During development, the interconnected generation of various neural cell types within the cerebellar primordium is essential. Over embryonic (E) days E9-E13, Purkinje cells (PCs), and cerebellar nuclei (CN) neurons are among the created primordial neurons. The molecular and cellular mechanisms fundamental for the early cerebellar neurogenesis, migration/differentiation, and connectivity are not clear yet. Autophagy has a vital role in controlling cellular phenotypes, such as epithelial-to-mesenchymal transition (EMT) and endothelial to mesenchymal transition (EndMT). Transforming growth factor-beta 1 (TGF-β1) is the main player in pre-and postnatal development and controlling cellular morphological type via various mechanisms, such as autophagy. Thus, we hypothesized that TGF-β1 may regulate early cerebellar development by modifying the levels of cell adhesion molecules (CAMs) and consequently autophagy pathway in the mouse cerebellar primordium. We demonstrated the stimulation of the canonical TGF-β1 signaling pathway at the point that concurs with the generation of the nuclear transitory zone and PC plate in mice.
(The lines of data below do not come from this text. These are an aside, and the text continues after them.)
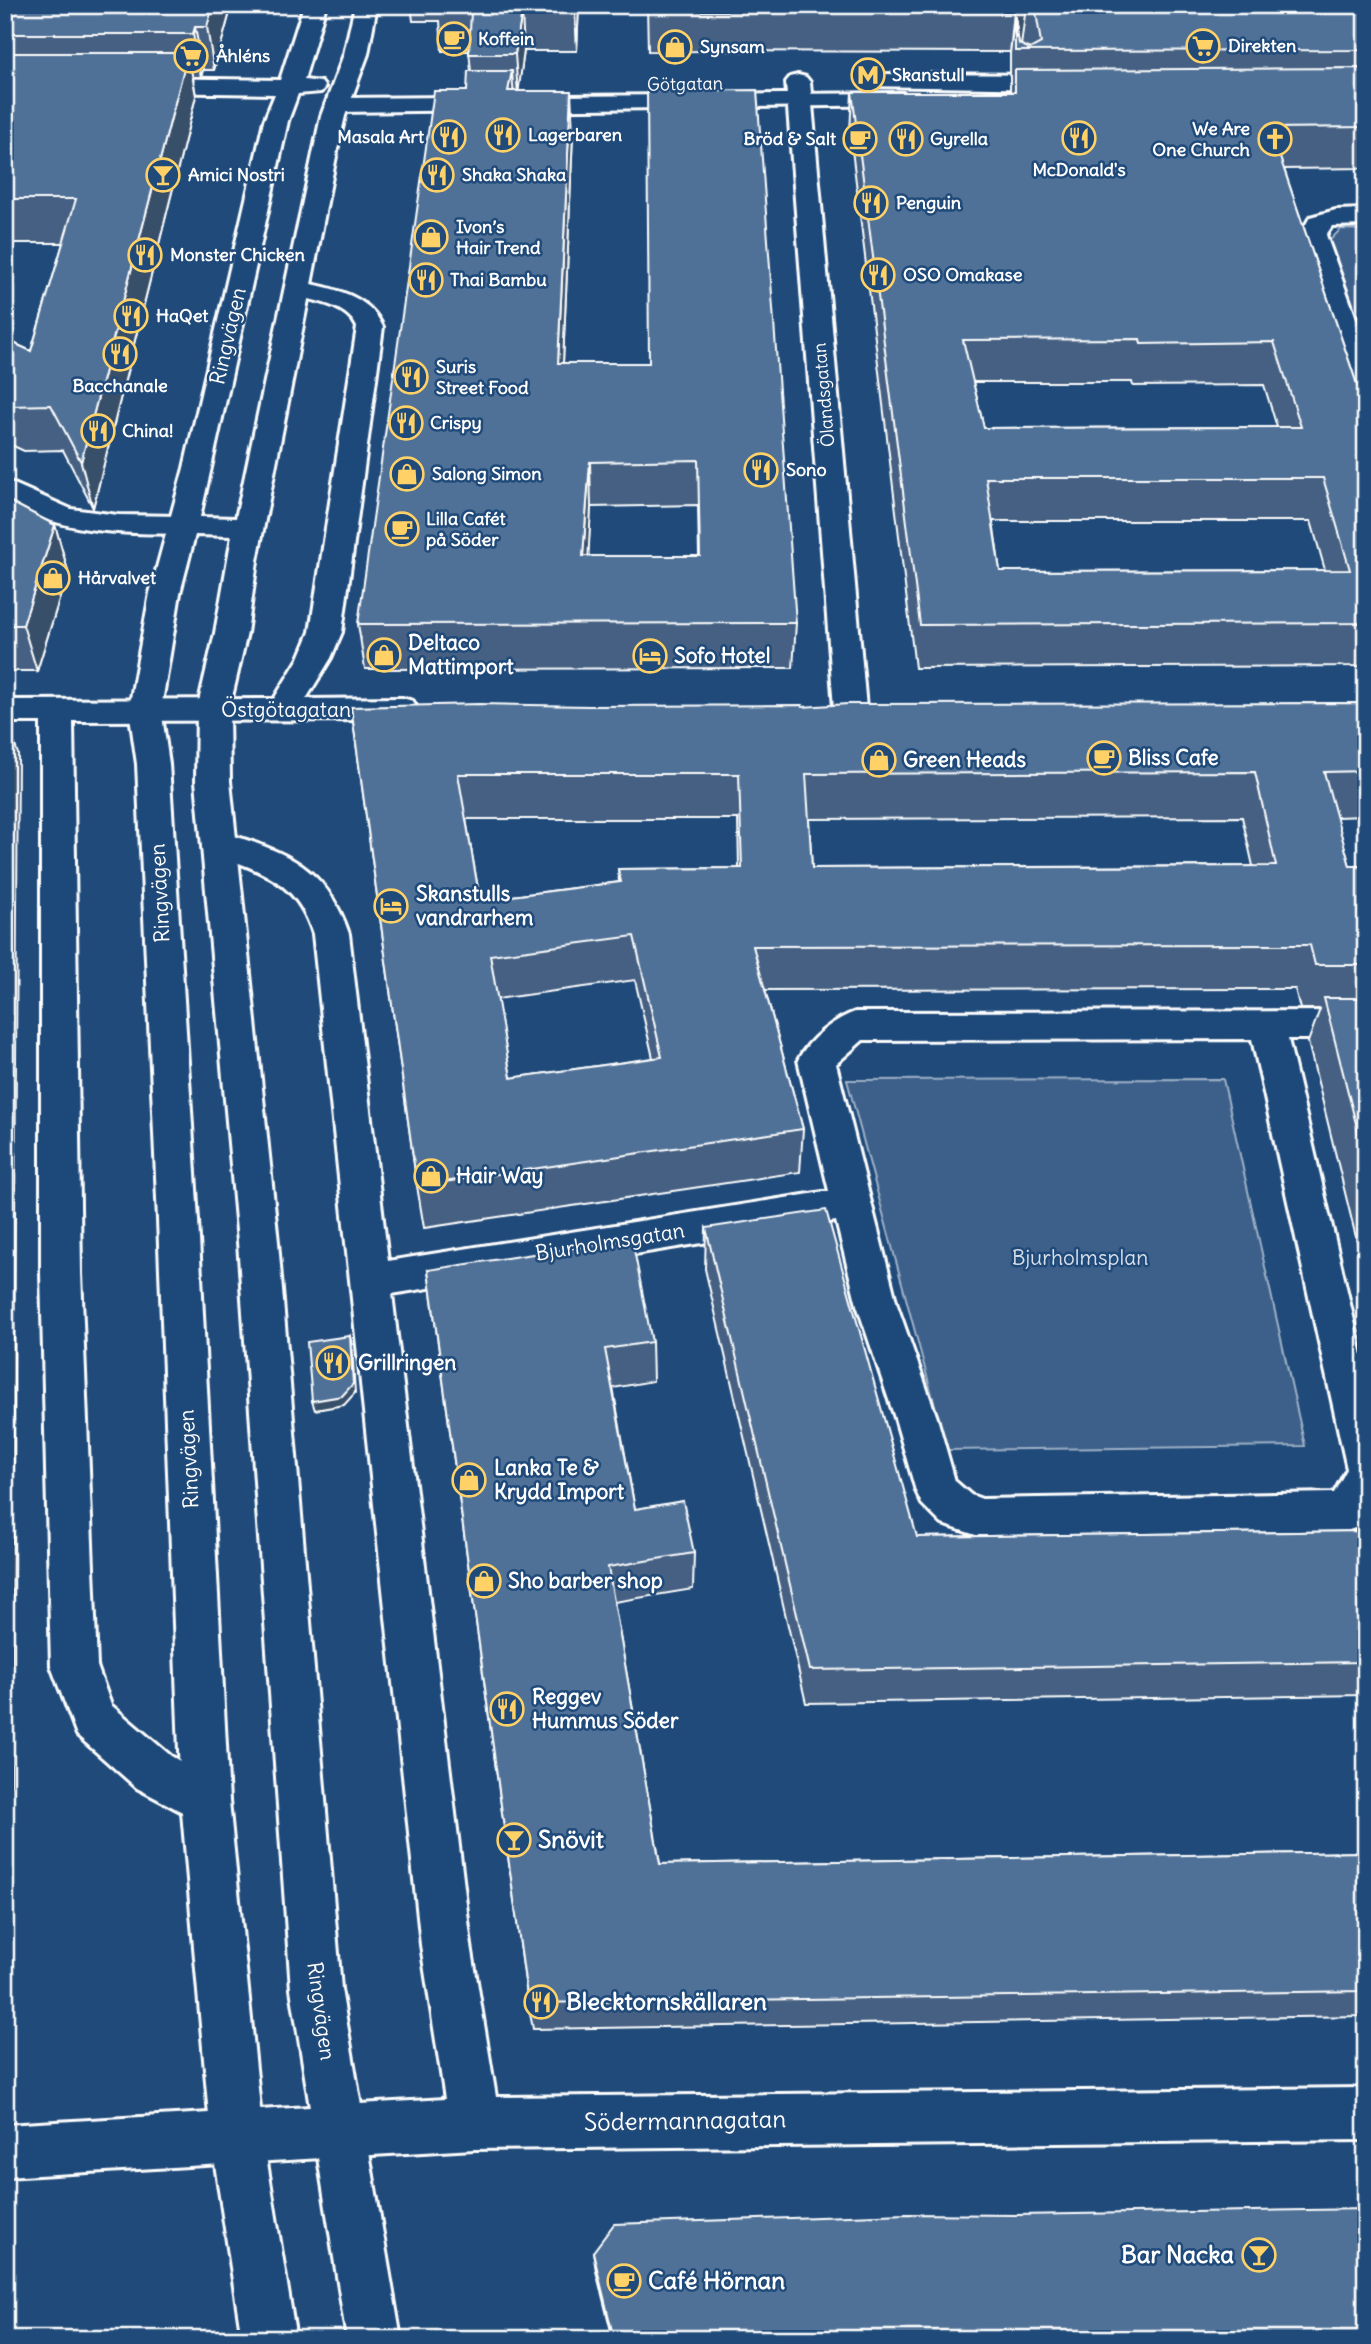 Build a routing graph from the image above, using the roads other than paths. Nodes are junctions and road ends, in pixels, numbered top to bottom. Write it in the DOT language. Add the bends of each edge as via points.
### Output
graph roads {
  1 [pos="315,5"];
  2 [pos="366,5"];
  3 [pos="125,85"];
  4 [pos="799,91"];
  5 [pos="1077,91"];
  6 [pos="285,96"];
  7 [pos="340,96"];
  8 [pos="138,106"];
  9 [pos="1366,217"];
  10 [pos="299,289"];
  11 [pos="1366,385"];
  12 [pos="5,489"];
  13 [pos="183,525"];
  14 [pos="248,528"];
  15 [pos="850,708"];
  16 [pos="145,709"];
  17 [pos="284,709"];
  18 [pos="430,709"];
  19 [pos="213,710"];
  20 [pos="5,711"];
  21 [pos="57,711"];
  22 [pos="220,844"];
  23 [pos="1366,1025"];
  24 [pos="1267,1026"];
  25 [pos="850,1203"];
  26 [pos="370,1281"];
  27 [pos="1366,1465"];
  28 [pos="1366,1474"];
  29 [pos="205,1801"];
  30 [pos="1366,2114"];
  31 [pos="474,2123"];
  32 [pos="339,2132"];
  33 [pos="237,2138"];
  34 [pos="5,2151"];
  35 [pos="269,2339"];
  36 [pos="374,2339"];
  1 -- 6 [label="street, Ringvägen"];
  2 -- 7 [label="street, Ringvägen" via="356,54"];
  3 -- 6 [label="street, Götgatan"];
  4 -- 5 [label="street, Götgatan"];
  4 -- 7 [label="street, Götgatan"];
  4 -- 15 [label="street, Ölandsgatan"];
  6 -- 7 [label="street, Götgatan"];
  6 -- 8 [label="street, Götgatan"];
  6 -- 13 [label="street, Ringvägen"];
  7 -- 10 [label="street, Ringvägen"];
  9 -- 11 [label="street" via="1324,220 1313,235"];
  10 -- 14 [label="street, Ringvägen"];
  10 -- 17 [label="street" via="345,303 365,317 370,327 326,632"];
  12 -- 13 [label="street" via="52,513 85,521"];
  13 -- 14 [label="street"];
  13 -- 16 [label="street, Ringvägen" via="165,593"];
  14 -- 19 [label="street, Ringvägen"];
  16 -- 19 [label="street, Östgötagatan"];
  16 -- 21 [label="street, Östgötagatan"];
  16 -- 29 [label="street, Ringvägen" via="153,764 178,1206"];
  17 -- 18 [label="street, Östgötagatan"];
  17 -- 19 [label="street, Östgötagatan"];
  19 -- 22 [label="street, Ringvägen"];
  20 -- 21 [label="street, Östgötagatan"];
  21 -- 29 [label="street" via="61,1273 74,1666 93,1719 154,1772"];
  22 -- 26 [label="street" via="279,864 317,895 326,911"];
  22 -- 32 [label="street, Ringvägen" via="258,1242 316,1989"];
  23 -- 24 [label="street"];
  24 -- 25 [label="street" via="855,1026 816,1060"];
  24 -- 27 [label="street"];
  25 -- 26 [label="street, Bjurholmsgatan"];
  25 -- 28 [label="street" via="877,1305 937,1491 957,1510 982,1518 1346,1512"];
  26 -- 31 [label="street" via="446,1945"];
  29 -- 33 [label="street, Ringvägen"];
  30 -- 31 [label="street, Södermannagatan"];
  31 -- 32 [label="street, Södermannagatan"];
  32 -- 33 [label="street, Södermannagatan"];
  32 -- 36 [label="street, Ringvägen"];
  33 -- 34 [label="street, Södermannagatan"];
  33 -- 35 [label="street, Ringvägen"];
}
Furthermore, our data show that the stimulated TGF-β1 signaling pathway progressively and chronologically could upregulate the expression of β-catenin (CTNNB1) and N-cadherin (CDH2) with the most expression at E11 and E12, leading to upregulation of chromodomain helicase DNA binding protein 8 (CDH8) and neural cell adhesion molecule 1 (NCAM1) expression, at E12 and E13. Finally, we demonstrated that the stimulated TGF-β signaling pathway may impede the autophagic flux at E11/E12. Nevertheless, basal autophagy flux happens at earlier developmental phases from E9-E10. Our study determined potential role of the TGF-β signaling and its regulatory impacts on autophagic flux during cerebellar development and cadherin expression, which can facilitate the proliferation, migration/differentiation, and placement of PCs and the CN neurons in their designated areas.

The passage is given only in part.